__Exercise__
Among the lines of the records below, copy those that hold the word "Kusumah".

__Exercise data__
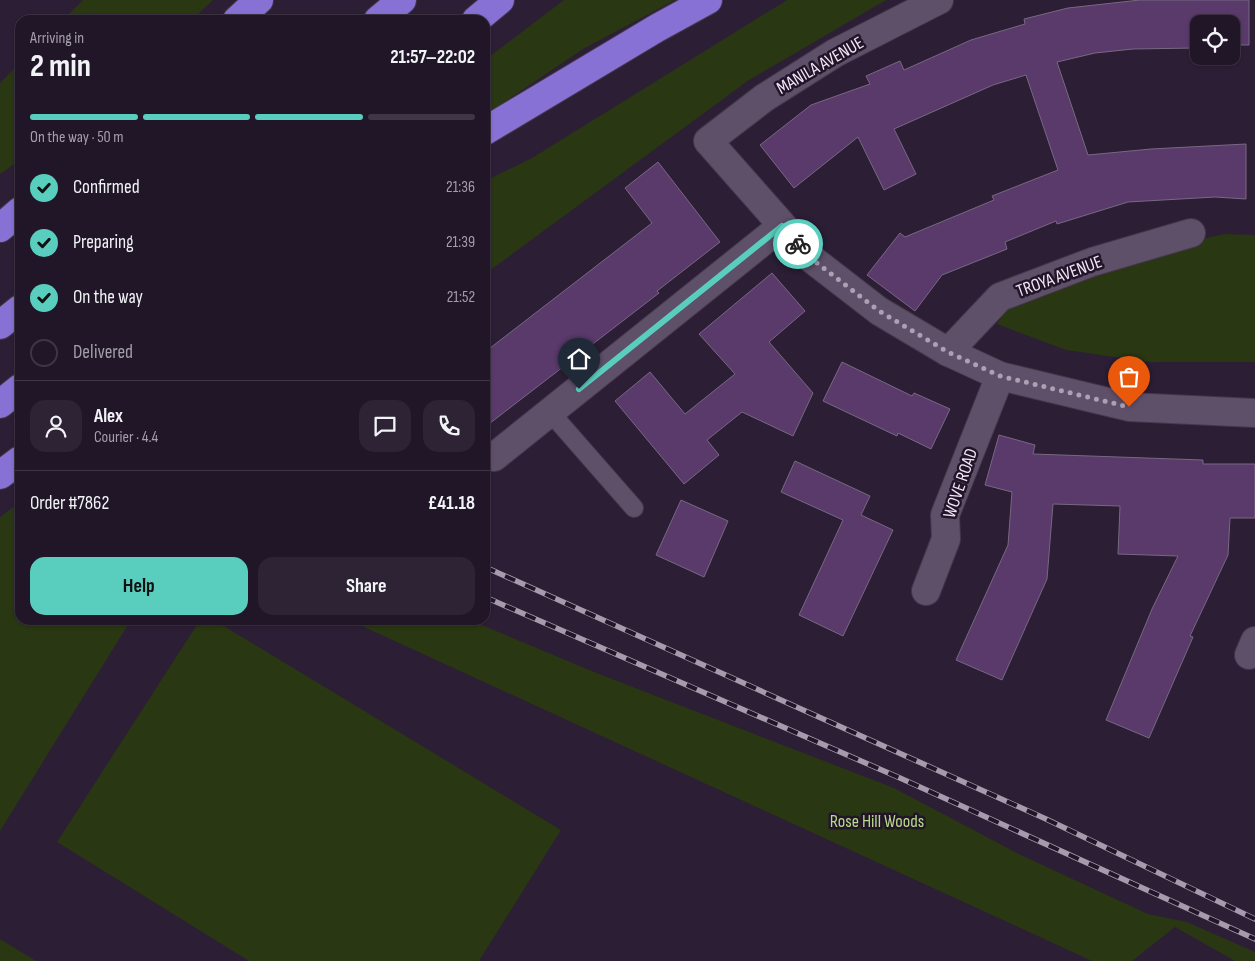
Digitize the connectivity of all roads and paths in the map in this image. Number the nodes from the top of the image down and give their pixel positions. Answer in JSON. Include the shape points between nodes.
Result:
{"nodes":[{"id":1,"x":259,"y":0,"type":"edge"},
{"id":2,"x":402,"y":0,"type":"edge"},
{"id":3,"x":500,"y":0,"type":"edge"},
{"id":4,"x":708,"y":0,"type":"edge"},
{"id":5,"x":939,"y":0,"type":"edge"},
{"id":6,"x":242,"y":15,"type":"edge"},
{"id":7,"x":384,"y":15,"type":"edge"},
{"id":8,"x":482,"y":15,"type":"edge"},
{"id":9,"x":490,"y":128,"type":"edge"},
{"id":10,"x":15,"y":215,"type":"edge"},
{"id":11,"x":782,"y":226,"type":"junction"},
{"id":12,"x":0,"y":228,"type":"edge"},
{"id":13,"x":1191,"y":233,"type":"dead end"},
{"id":14,"x":15,"y":313,"type":"edge"},
{"id":15,"x":0,"y":325,"type":"edge"},
{"id":16,"x":948,"y":352,"type":"junction"},
{"id":17,"x":1000,"y":376,"type":"junction"},
{"id":18,"x":15,"y":392,"type":"edge"},
{"id":19,"x":0,"y":404,"type":"edge"},
{"id":20,"x":550,"y":412,"type":"junction"},
{"id":21,"x":1255,"y":412,"type":"edge"},
{"id":22,"x":494,"y":457,"type":"dead end"},
{"id":23,"x":15,"y":464,"type":"edge"},
{"id":24,"x":0,"y":475,"type":"edge"},
{"id":25,"x":634,"y":508,"type":"dead end"},
{"id":26,"x":926,"y":590,"type":"dead end"}],
"edges":[{"from":1,"to":6,"type":"highway"},
{"from":2,"to":7,"type":"highway"},
{"from":3,"to":8,"type":"highway"},
{"from":4,"to":9,"type":"highway"},
{"from":5,"to":11,"type":"street","name":"MANILA AVENUE","via":[[835,53],[764,98],[708,141]]},
{"from":10,"to":12,"type":"highway"},
{"from":11,"to":16,"type":"street","via":[[813,260],[879,311]]},
{"from":11,"to":20,"type":"street"},
{"from":13,"to":16,"type":"street","name":"TROYA AVENUE","via":[[1092,262],[1000,297]]},
{"from":14,"to":15,"type":"highway"},
{"from":16,"to":17,"type":"street"},
{"from":17,"to":21,"type":"street","via":[[1129,407]]},
{"from":17,"to":26,"type":"street","name":"WOVE ROAD","via":[[945,515],[946,538]]},
{"from":18,"to":19,"type":"highway"},
{"from":20,"to":22,"type":"street"},
{"from":20,"to":25,"type":"lane"},
{"from":23,"to":24,"type":"highway"}]}
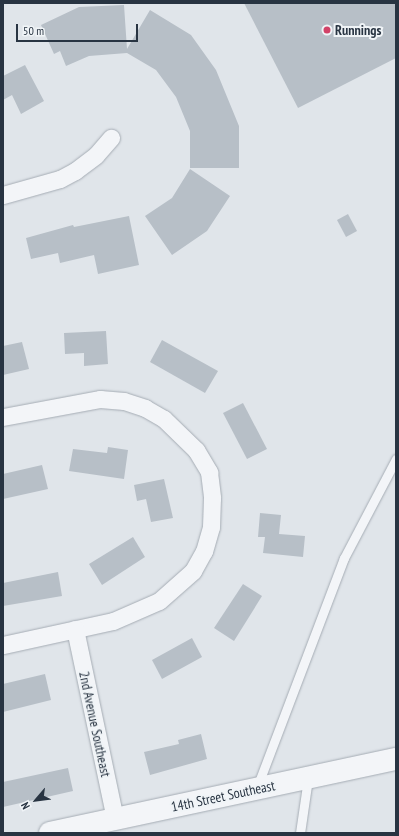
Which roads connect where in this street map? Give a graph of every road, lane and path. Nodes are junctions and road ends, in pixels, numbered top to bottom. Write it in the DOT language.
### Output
graph roads {
  1 [pos="111,138"];
  2 [pos="3,195"];
  3 [pos="3,417"];
  4 [pos="396,459"];
  5 [pos="76,629"];
  6 [pos="3,645"];
  7 [pos="396,759"];
  8 [pos="308,778"];
  9 [pos="256,789"];
  10 [pos="115,819"];
  11 [pos="50,833"];
  12 [pos="300,833"];
  1 -- 2 [label="street"];
  3 -- 5 [label="street"];
  4 -- 9 [label="lane"];
  5 -- 6 [label="street"];
  5 -- 10 [label="street, 2nd Avenue Southeast"];
  7 -- 8 [label="street, 14th Street Southeast"];
  8 -- 9 [label="street, 14th Street Southeast"];
  8 -- 12 [label="lane"];
  9 -- 10 [label="street, 14th Street Southeast"];
  10 -- 11 [label="street, 14th Street Southeast"];
}
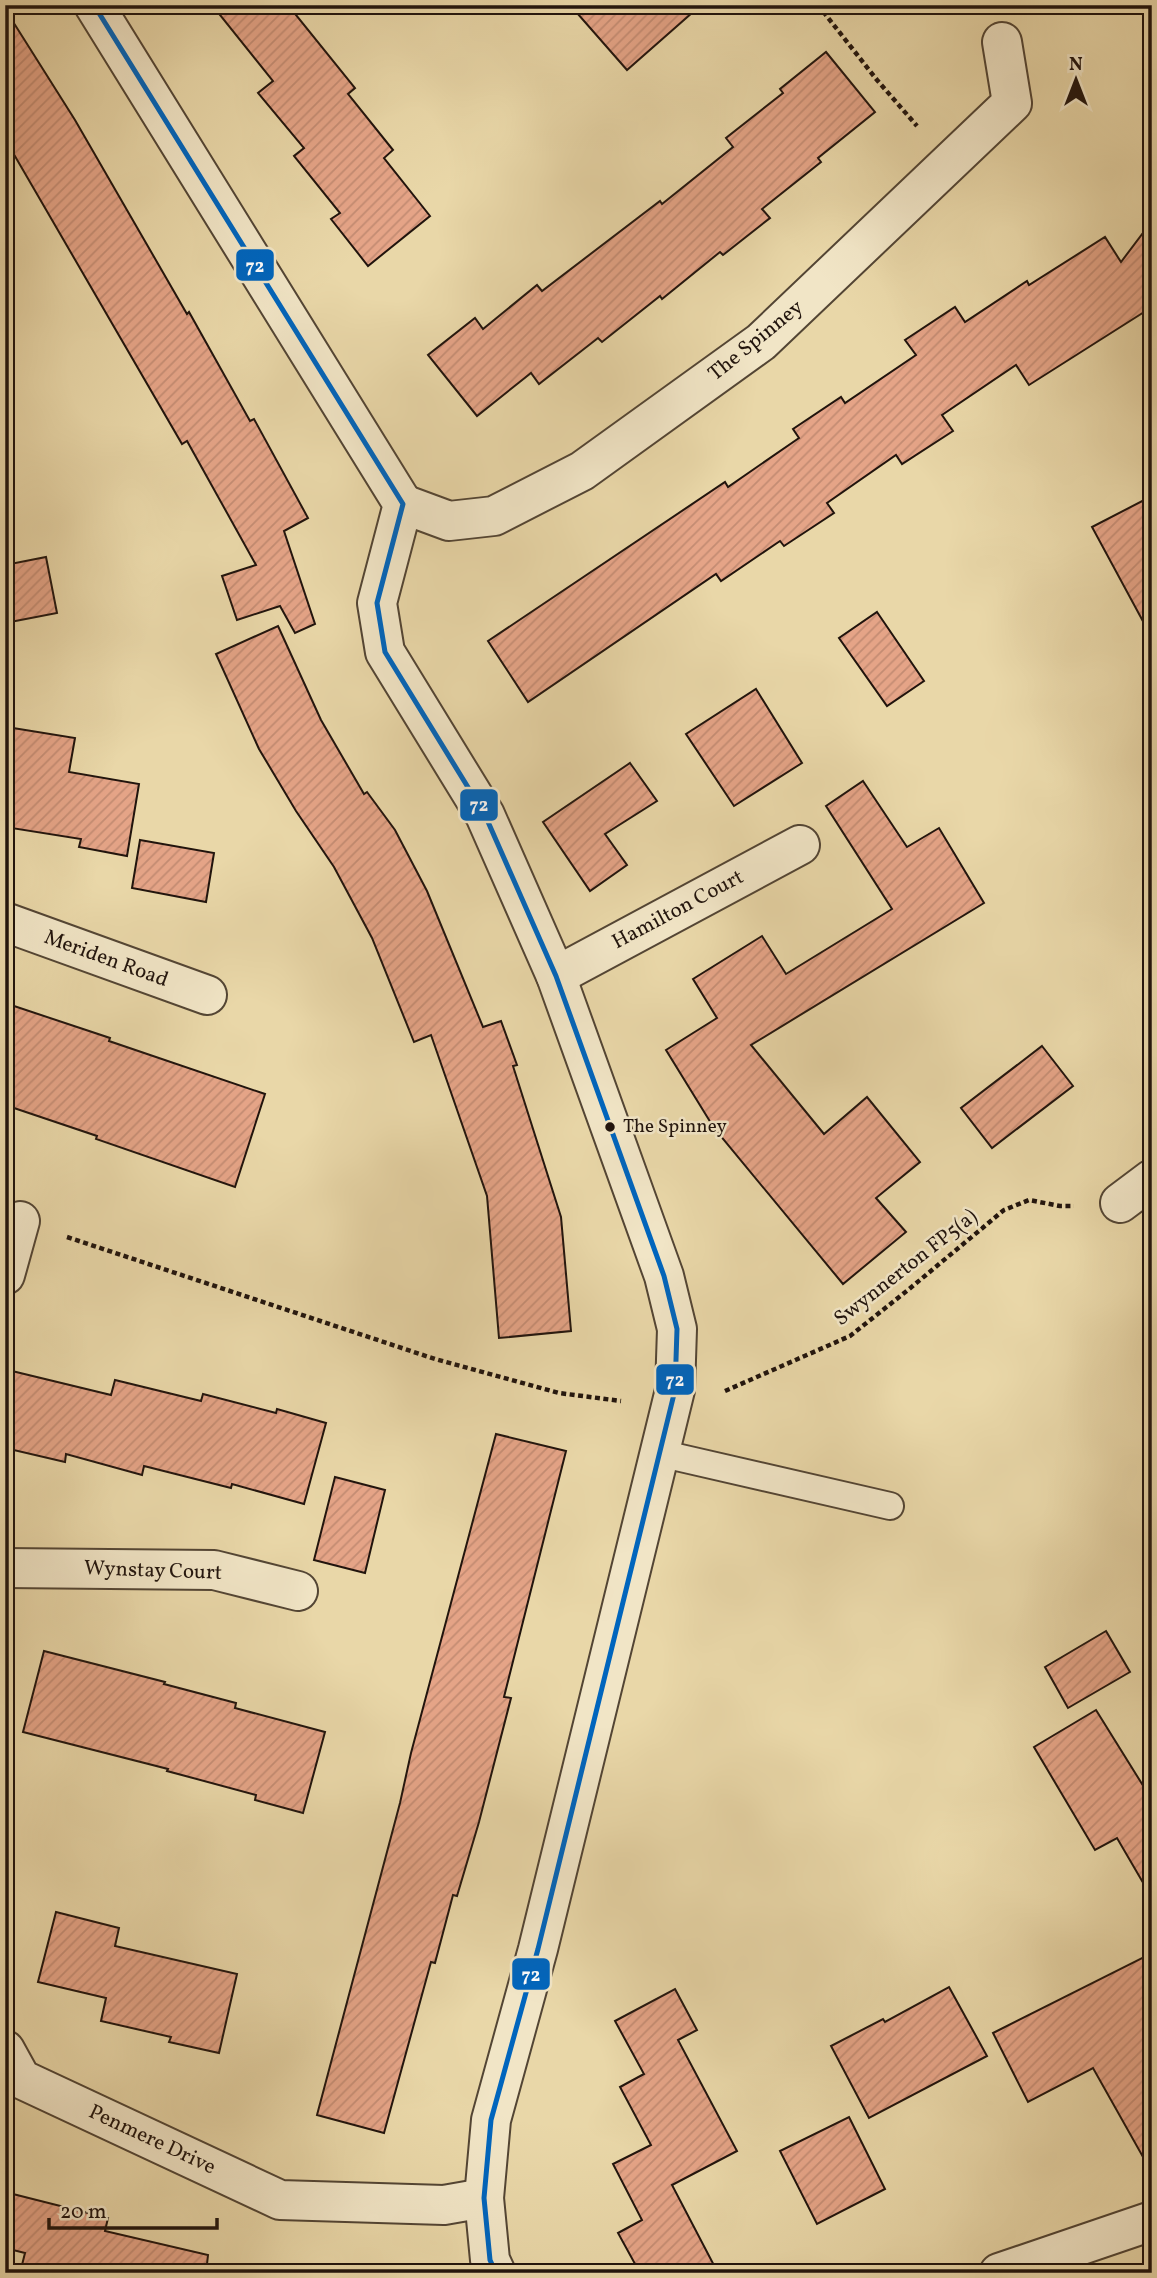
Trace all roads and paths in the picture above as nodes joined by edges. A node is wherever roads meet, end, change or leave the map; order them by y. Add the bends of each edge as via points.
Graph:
1 (94, 5) edge
2 (818, 5) edge
3 (1002, 42) dead end
4 (950, 163) junction
5 (403, 505) junction
6 (800, 845) dead end
7 (5, 922) edge
8 (556, 976) junction
9 (207, 995) dead end
10 (1152, 1179) edge
11 (1120, 1203) joint
12 (20, 1221) joint
13 (5, 1275) edge
14 (675, 1390) junction
15 (659, 1453) junction
16 (890, 1506) dead end
17 (5, 1568) edge
18 (298, 1591) dead end
19 (5, 2050) edge
20 (484, 2198) junction
21 (1152, 2221) edge
22 (496, 2273) edge
23 (999, 2273) edge

1 - 5 street
2 - 4 path
3 - 4 street, The Spinney via 1012,103
4 - 5 street, The Spinney via 761,342 582,471 494,516 449,521
5 - 8 street via 377,603 385,652 485,815
6 - 8 street, Hamilton Court
7 - 9 street, Meriden Road
8 - 14 street via 664,1276 677,1329
10 - 11 street
11 - 14 path, Swynnerton FP5(a) via 1060,1206 1029,1200 1004,1210 850,1336 714,1395
12 - 13 street
12 - 14 path, Swynnerton FP5(a) via 435,1359 559,1393 623,1401
14 - 15 street
15 - 16 lane
15 - 20 street via 538,1949 491,2120
17 - 18 street, Wynstay Court via 214,1570
19 - 20 street, Penmere Drive via 21,2079 280,2200 444,2205
20 - 22 street via 490,2260
21 - 23 street

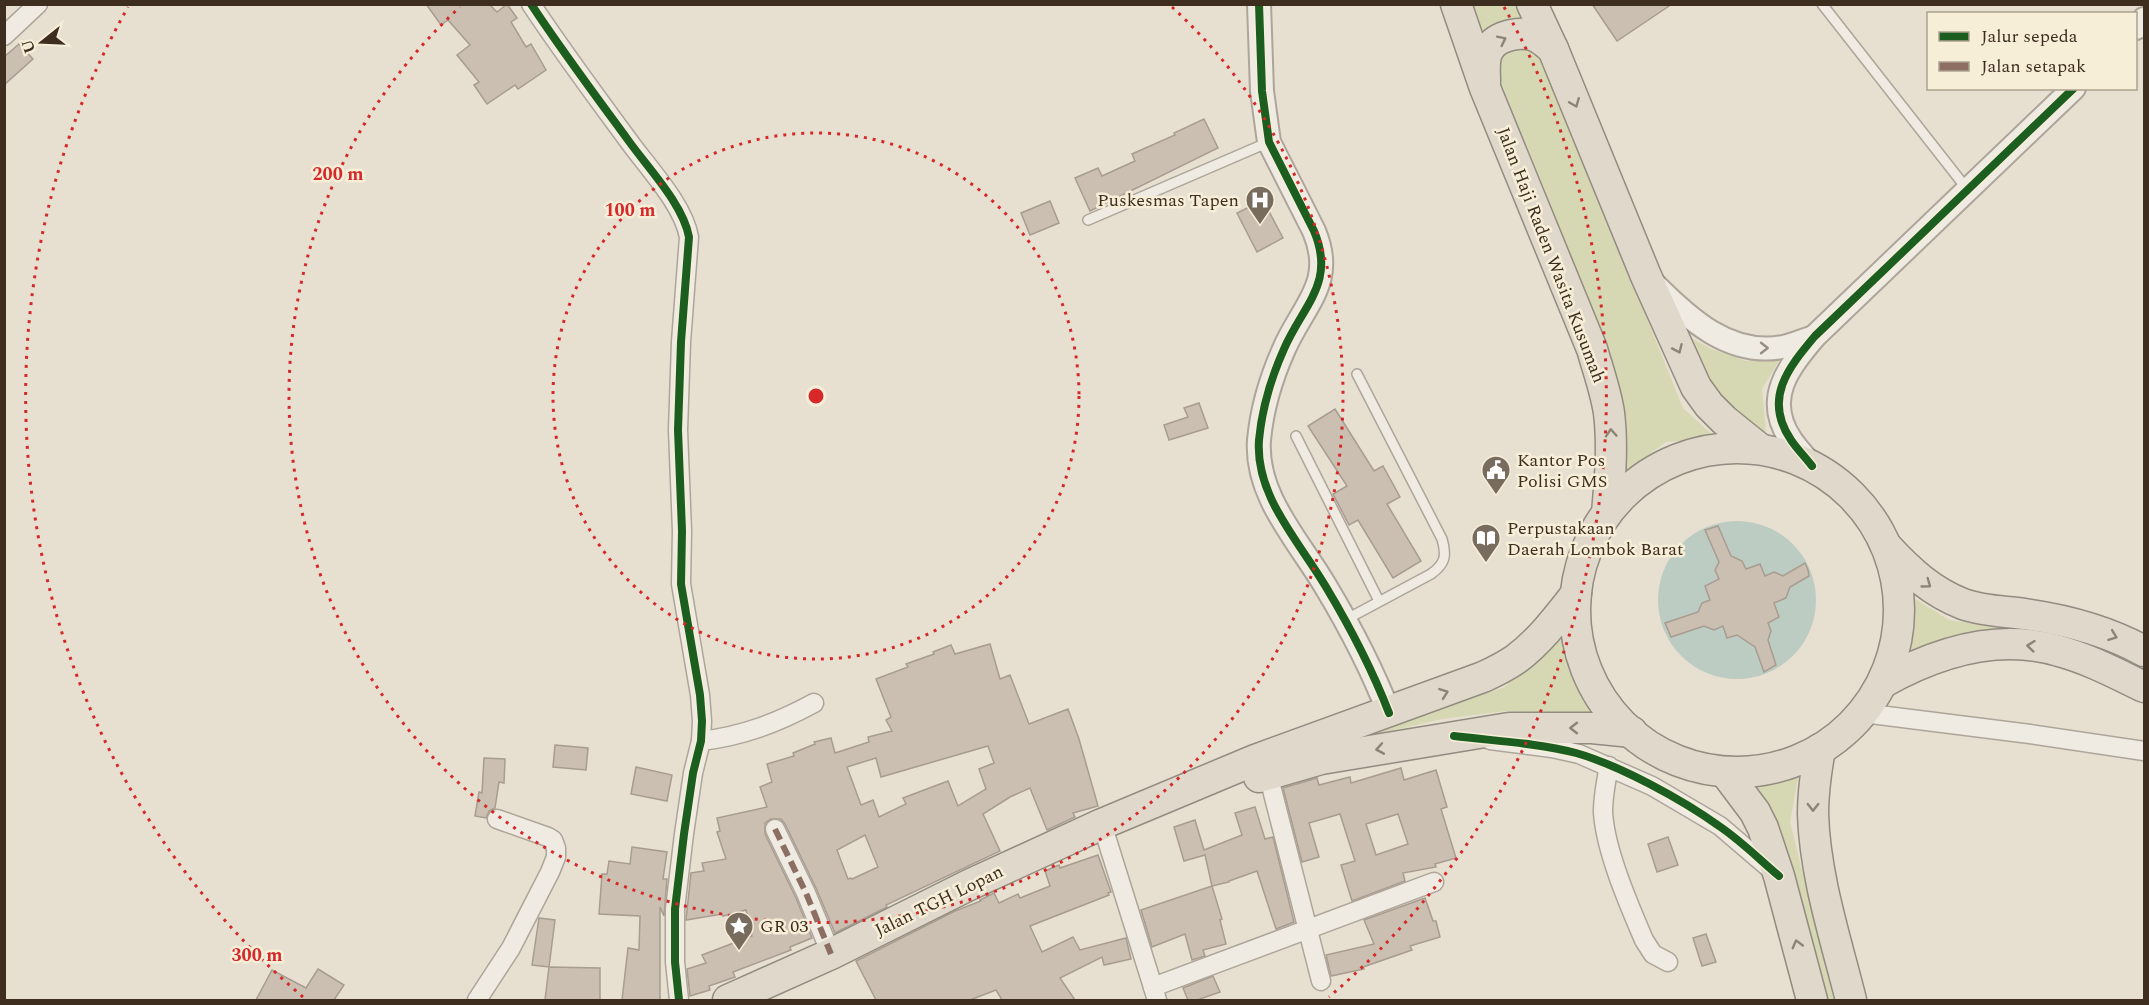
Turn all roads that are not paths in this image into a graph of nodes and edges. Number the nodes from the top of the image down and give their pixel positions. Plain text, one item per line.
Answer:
1 (38, 4) edge
2 (531, 4) edge
3 (1259, 4) edge
4 (1456, 4) edge
5 (1532, 4) edge
6 (1822, 4) edge
7 (4, 36) edge
8 (1553, 49) junction
9 (1485, 88) junction
10 (2072, 90) edge
11 (1269, 142) junction
12 (1969, 191) junction
13 (1088, 220) dead end
14 (1646, 276) junction
15 (1815, 336) junction
16 (1357, 374) dead end
17 (1296, 436) dead end
18 (1760, 449) junction
19 (1812, 466) junction
20 (1607, 513) junction
21 (1885, 544) junction
22 (1576, 594) junction
23 (1379, 601) junction
24 (1345, 620) junction
25 (2145, 651) edge
26 (1882, 683) junction
27 (2145, 687) edge
28 (814, 703) dead end
29 (1389, 713) junction
30 (1863, 713) junction
31 (1632, 732) junction
32 (1454, 736) junction
33 (701, 741) junction
34 (1318, 748) junction
35 (1820, 749) junction
36 (2145, 752) edge
37 (1610, 766) junction
38 (1725, 772) junction
39 (1268, 774) junction
40 (1152, 805) junction
41 (498, 819) dead end
42 (1102, 825) junction
43 (775, 829) dead end
44 (1779, 876) junction
45 (1434, 882) dead end
46 (1309, 928) junction
47 (831, 954) junction
48 (1668, 962) dead end
49 (1321, 981) dead end
50 (1155, 994) edge
51 (737, 999) edge
52 (477, 1000) edge
53 (679, 1000) edge
54 (1812, 1000) edge
55 (1851, 1000) edge

1 - 7 street
2 - 33 street
3 - 11 street
4 - 9 highway, Jalan Haji Raden Wasita Kusumah
5 - 8 highway
6 - 12 lane
9 -> 8 highway
8 -> 14 highway
20 -> 9 highway, Jalan Haji Raden Wasita Kusumah
10 - 12 street
11 - 13 lane
11 - 24 street
12 - 15 street
14 -> 15 street
14 -> 18 highway
15 - 19 street
16 - 23 lane
17 - 23 lane
18 - 19 highway
18 - 20 highway
19 - 21 highway
20 - 22 highway
21 -> 25 highway
21 - 26 highway
29 -> 22 highway
22 - 31 highway
23 - 24 lane
24 - 29 street
27 -> 26 highway
26 - 30 highway
28 - 33 street
29 - 34 highway
30 - 35 highway
30 - 36 street
31 -> 32 highway
31 - 38 highway
32 -> 34 highway
32 - 37 street
33 - 53 street
34 - 39 highway
34 - 40 highway
35 - 38 highway
35 -> 55 highway
37 - 44 street
37 - 48 street
38 - 44 highway
39 - 40 highway
39 - 46 street
40 - 42 highway, Jalan TGH Lopan
41 - 52 street
42 - 47 highway, Jalan TGH Lopan
42 - 50 street
43 - 47 street
54 -> 44 highway
45 - 46 street
46 - 49 street
46 - 50 street
47 - 51 highway, Jalan TGH Lopan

__Answer to this exercise__
4 - 9 highway, Jalan Haji Raden Wasita Kusumah
20 -> 9 highway, Jalan Haji Raden Wasita Kusumah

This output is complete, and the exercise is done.